Exercise:
Tally the lines below that hold the string "Hattumweg", and give only the tally.

[Saved data entries]
....................
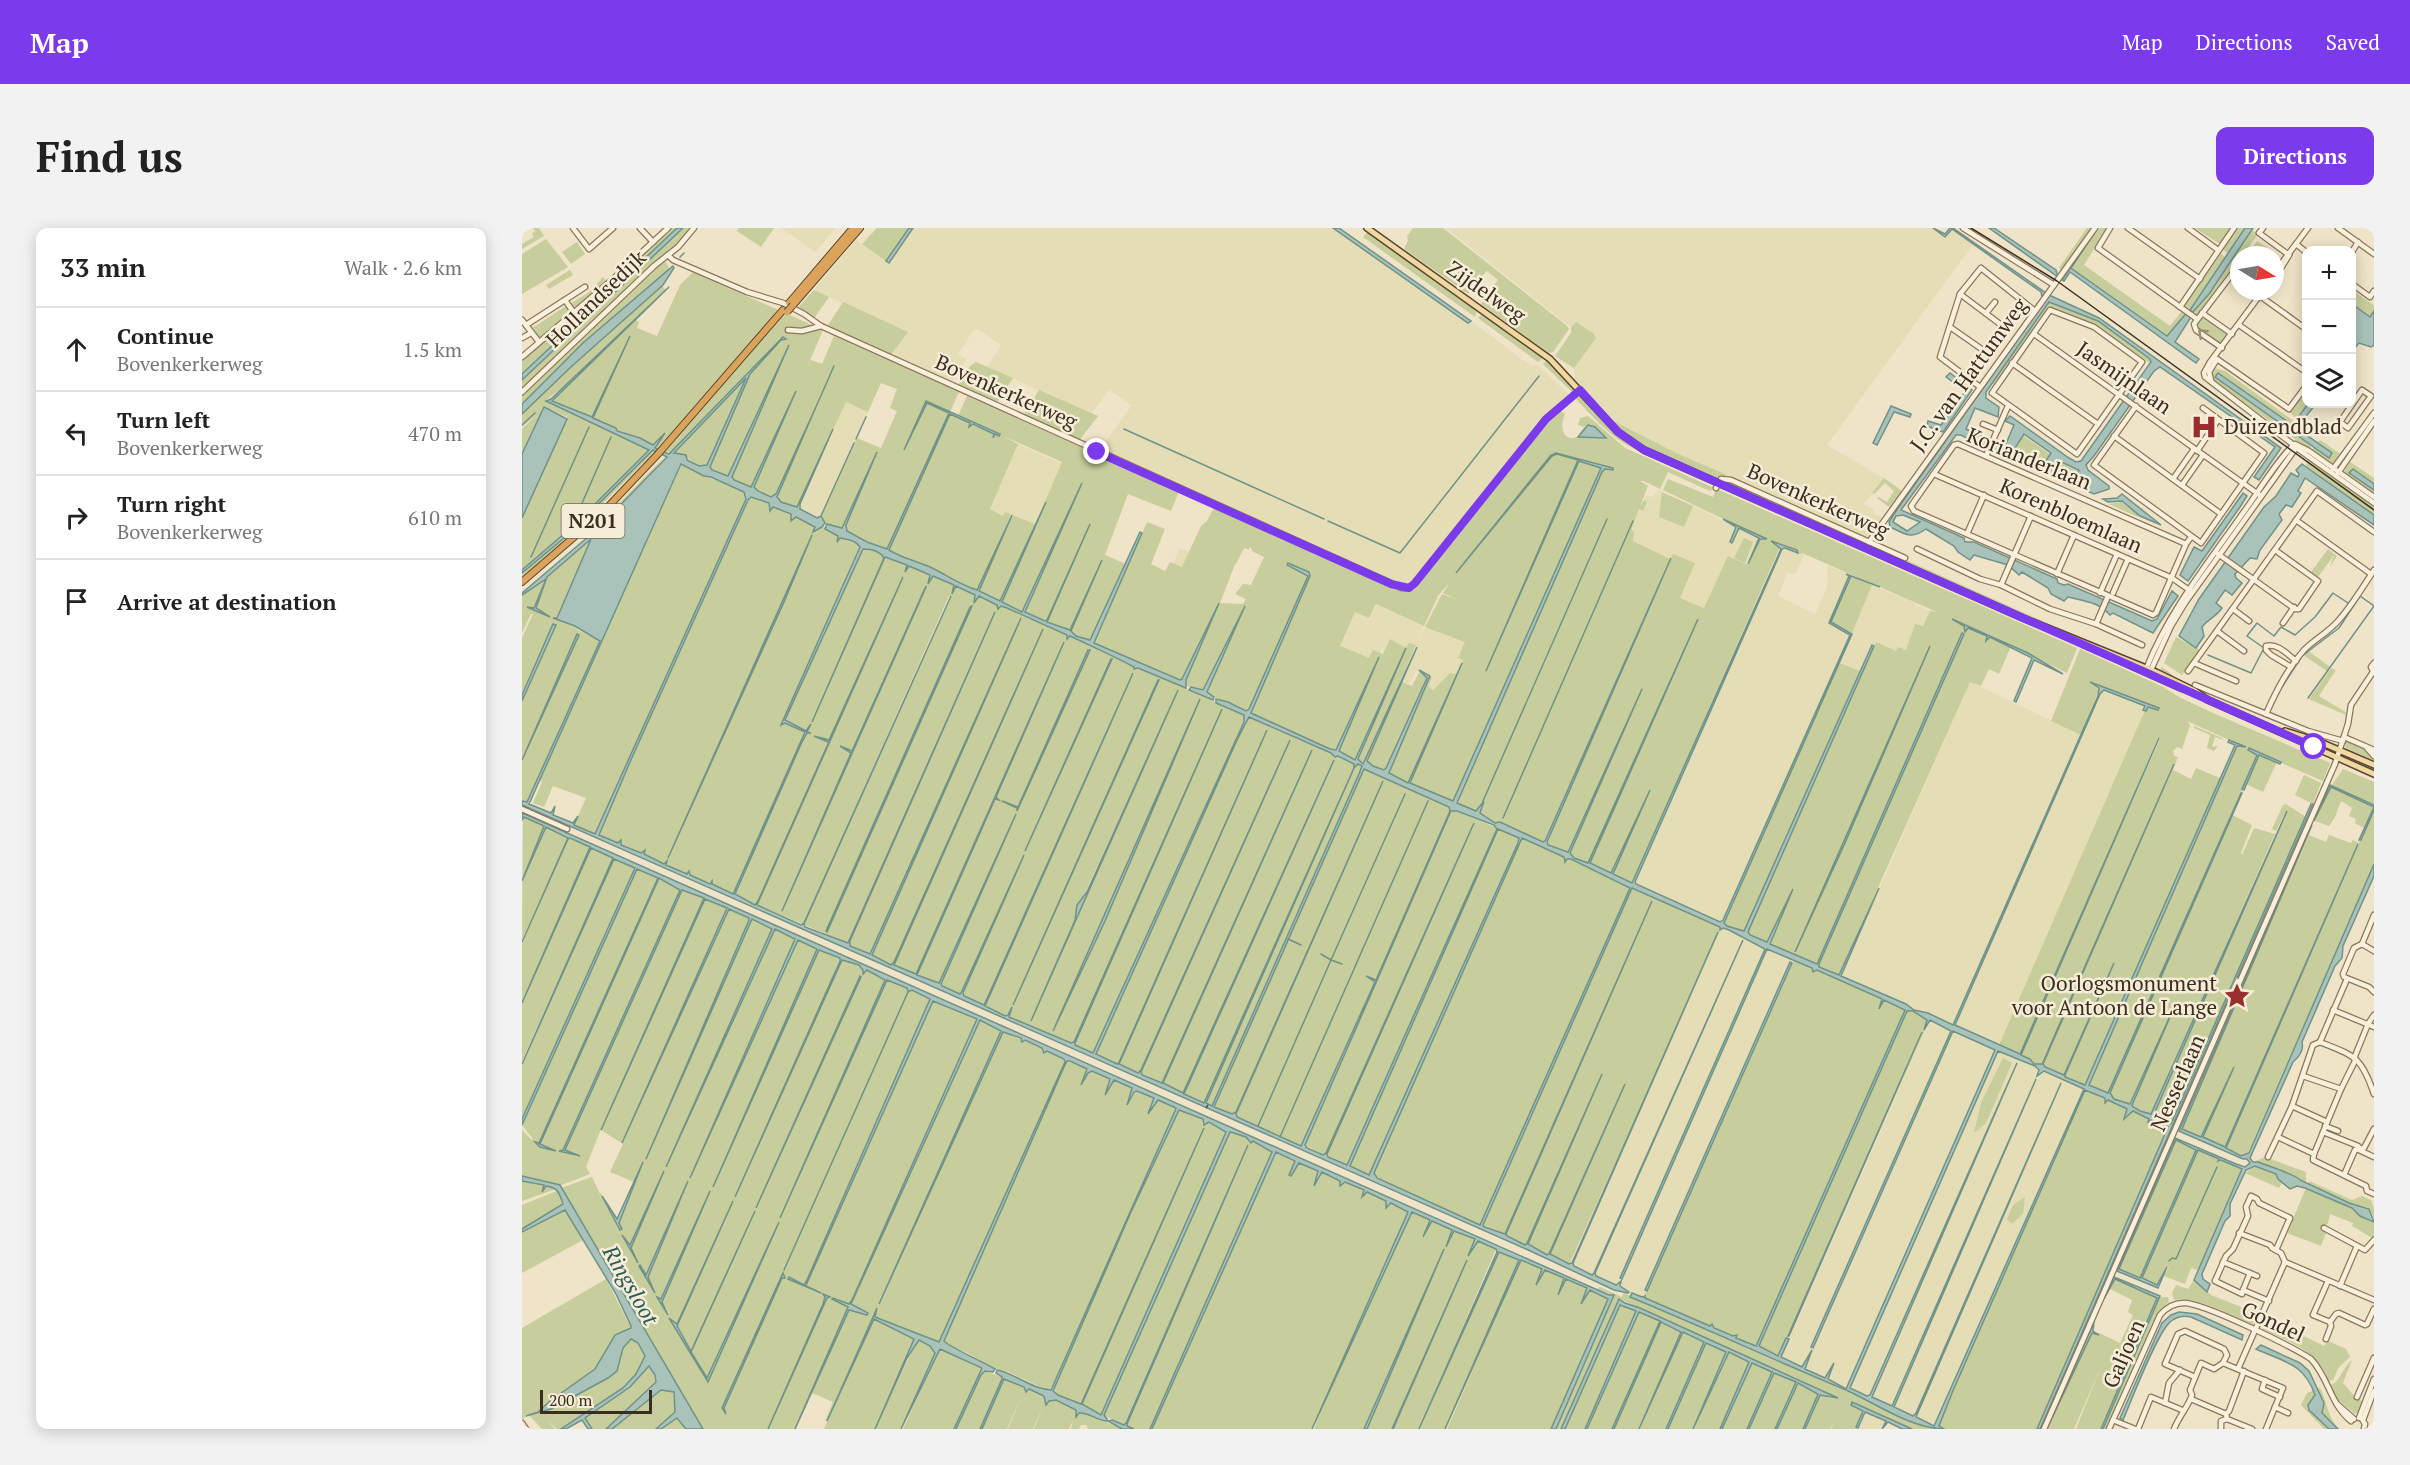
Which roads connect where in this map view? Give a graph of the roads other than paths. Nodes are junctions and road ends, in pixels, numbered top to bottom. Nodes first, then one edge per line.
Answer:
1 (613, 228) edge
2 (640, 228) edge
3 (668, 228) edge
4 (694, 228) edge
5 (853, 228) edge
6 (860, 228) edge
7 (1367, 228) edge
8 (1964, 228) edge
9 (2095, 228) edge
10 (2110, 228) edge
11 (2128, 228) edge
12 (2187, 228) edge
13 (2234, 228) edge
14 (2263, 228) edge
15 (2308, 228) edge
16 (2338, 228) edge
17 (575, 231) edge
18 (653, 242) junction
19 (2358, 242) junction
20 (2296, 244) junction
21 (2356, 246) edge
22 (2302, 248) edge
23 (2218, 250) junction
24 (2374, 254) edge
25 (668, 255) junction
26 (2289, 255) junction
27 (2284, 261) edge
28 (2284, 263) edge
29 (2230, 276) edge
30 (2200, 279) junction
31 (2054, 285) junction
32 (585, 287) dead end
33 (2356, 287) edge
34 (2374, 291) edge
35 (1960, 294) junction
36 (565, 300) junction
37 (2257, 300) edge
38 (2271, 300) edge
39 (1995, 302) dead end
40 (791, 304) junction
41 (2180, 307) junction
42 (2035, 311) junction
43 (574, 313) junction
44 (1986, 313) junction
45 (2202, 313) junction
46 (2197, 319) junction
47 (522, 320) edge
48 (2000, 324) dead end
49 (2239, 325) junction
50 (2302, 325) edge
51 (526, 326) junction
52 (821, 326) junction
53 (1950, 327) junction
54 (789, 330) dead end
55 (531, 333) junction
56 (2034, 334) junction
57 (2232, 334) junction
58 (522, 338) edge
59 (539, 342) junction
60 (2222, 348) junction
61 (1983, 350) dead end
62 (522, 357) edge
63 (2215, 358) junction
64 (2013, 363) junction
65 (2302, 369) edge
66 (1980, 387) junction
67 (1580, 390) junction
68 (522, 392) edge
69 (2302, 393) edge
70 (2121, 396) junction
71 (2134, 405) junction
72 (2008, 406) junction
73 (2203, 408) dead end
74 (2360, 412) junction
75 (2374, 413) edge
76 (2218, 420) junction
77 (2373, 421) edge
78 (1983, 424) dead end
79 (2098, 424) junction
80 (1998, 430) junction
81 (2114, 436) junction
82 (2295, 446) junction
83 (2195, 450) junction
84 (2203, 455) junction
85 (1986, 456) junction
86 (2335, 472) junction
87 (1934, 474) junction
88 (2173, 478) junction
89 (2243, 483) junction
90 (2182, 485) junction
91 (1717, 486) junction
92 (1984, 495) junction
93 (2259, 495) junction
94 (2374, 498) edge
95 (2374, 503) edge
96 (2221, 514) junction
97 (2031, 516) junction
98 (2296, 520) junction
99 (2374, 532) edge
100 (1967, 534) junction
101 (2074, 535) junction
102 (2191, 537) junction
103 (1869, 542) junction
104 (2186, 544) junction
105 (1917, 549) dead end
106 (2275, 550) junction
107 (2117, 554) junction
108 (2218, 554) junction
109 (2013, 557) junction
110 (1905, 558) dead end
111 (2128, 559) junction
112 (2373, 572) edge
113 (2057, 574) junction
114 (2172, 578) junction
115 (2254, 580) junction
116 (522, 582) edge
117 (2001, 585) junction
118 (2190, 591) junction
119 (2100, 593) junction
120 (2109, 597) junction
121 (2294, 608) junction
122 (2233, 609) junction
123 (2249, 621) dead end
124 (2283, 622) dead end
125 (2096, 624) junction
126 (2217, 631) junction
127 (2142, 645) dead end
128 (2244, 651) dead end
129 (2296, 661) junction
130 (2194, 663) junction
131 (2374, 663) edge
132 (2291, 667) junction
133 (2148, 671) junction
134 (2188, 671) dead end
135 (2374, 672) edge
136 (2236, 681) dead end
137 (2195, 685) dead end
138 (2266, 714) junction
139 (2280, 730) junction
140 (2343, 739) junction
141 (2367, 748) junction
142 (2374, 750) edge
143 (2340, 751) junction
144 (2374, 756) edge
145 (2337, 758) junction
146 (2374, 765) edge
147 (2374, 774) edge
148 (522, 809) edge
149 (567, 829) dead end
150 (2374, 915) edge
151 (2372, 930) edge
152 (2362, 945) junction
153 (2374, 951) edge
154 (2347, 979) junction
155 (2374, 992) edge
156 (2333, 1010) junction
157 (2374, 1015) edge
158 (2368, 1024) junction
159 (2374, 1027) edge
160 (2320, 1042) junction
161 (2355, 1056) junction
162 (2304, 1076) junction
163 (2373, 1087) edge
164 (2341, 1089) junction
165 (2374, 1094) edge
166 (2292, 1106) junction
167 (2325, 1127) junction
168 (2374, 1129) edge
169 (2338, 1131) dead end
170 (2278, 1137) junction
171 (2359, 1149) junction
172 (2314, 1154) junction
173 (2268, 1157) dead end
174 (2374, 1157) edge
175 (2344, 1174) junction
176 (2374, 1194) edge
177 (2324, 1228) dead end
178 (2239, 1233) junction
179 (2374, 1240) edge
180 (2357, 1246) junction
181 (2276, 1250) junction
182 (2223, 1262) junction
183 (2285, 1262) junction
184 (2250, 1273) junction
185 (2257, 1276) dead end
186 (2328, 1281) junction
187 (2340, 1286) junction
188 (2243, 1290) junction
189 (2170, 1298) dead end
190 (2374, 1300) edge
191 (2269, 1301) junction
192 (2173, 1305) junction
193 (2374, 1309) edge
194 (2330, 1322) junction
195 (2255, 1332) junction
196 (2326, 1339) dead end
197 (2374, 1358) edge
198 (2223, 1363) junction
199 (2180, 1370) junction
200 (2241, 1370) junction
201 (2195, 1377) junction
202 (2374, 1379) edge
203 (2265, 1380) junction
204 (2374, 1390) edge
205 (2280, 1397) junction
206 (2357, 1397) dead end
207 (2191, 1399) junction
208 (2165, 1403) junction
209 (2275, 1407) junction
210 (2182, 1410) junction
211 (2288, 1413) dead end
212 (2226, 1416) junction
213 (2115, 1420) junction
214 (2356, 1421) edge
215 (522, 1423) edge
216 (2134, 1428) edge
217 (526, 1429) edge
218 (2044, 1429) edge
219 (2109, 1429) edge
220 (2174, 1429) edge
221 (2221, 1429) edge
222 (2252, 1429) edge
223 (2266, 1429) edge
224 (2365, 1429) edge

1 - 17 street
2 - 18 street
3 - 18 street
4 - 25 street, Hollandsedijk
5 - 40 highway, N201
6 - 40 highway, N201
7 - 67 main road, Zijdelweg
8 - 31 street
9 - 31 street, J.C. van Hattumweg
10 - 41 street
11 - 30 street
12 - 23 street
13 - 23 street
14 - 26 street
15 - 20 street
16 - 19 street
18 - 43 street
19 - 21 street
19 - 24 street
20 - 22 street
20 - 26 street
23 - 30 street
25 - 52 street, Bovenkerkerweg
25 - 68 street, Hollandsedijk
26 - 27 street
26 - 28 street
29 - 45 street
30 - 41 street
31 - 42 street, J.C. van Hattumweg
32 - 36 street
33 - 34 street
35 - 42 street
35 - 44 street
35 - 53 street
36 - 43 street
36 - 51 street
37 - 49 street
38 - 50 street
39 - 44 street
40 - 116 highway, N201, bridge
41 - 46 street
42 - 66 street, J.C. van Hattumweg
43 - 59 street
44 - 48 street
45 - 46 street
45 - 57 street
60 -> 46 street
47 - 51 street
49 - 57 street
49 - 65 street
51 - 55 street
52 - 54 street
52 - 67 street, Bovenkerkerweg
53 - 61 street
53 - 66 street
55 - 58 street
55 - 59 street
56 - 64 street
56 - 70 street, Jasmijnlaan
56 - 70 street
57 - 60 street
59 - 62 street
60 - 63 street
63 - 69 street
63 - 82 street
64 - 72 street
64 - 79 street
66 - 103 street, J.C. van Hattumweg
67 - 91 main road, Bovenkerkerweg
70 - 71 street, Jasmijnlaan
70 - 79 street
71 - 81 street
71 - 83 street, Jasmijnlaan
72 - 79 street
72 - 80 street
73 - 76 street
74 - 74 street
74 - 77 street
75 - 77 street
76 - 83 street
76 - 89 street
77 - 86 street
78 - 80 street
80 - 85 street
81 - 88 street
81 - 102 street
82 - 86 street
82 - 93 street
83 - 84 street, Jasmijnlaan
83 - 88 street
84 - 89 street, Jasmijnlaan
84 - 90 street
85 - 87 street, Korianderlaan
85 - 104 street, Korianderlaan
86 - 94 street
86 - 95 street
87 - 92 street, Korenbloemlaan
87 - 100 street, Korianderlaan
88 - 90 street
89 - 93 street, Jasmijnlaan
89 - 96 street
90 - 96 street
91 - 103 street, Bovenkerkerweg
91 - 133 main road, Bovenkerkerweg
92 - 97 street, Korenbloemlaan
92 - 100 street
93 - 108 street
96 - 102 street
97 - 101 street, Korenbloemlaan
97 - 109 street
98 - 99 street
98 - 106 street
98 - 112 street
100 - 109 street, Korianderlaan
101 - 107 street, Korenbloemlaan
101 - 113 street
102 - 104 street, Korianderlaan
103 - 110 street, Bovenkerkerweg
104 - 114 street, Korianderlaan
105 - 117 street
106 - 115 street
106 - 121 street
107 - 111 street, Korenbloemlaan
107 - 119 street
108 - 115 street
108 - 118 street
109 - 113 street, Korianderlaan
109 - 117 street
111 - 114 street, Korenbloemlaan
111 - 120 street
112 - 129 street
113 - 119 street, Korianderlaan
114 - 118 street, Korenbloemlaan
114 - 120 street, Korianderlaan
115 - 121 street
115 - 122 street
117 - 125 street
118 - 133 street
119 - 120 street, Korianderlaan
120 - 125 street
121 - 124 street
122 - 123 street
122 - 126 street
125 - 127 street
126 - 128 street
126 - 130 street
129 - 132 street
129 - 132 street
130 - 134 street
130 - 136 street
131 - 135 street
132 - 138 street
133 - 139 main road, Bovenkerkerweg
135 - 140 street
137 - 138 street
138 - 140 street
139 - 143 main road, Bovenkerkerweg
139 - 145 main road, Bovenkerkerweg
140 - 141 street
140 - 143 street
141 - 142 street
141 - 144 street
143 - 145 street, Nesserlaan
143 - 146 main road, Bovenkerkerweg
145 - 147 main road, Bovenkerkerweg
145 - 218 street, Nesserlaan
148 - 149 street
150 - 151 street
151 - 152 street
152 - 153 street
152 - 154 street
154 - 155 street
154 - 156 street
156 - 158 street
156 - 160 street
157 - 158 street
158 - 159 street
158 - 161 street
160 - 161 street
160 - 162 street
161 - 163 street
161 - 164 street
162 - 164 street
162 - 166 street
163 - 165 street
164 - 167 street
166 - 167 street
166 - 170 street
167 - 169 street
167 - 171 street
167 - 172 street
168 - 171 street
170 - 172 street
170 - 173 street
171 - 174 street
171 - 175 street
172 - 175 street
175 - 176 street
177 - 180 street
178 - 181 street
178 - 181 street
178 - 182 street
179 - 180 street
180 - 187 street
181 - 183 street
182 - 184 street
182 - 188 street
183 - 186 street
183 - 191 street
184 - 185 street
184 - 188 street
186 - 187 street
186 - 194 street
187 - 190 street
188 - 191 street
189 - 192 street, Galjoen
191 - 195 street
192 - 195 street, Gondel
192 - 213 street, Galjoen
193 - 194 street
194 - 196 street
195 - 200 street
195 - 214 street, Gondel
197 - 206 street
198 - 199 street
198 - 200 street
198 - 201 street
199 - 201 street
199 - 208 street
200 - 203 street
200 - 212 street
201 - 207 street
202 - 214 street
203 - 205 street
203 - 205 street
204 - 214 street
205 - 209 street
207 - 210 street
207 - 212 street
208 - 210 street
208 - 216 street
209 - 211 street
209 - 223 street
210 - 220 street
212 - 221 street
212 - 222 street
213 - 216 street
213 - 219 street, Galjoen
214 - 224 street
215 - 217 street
....................
Answer below:
4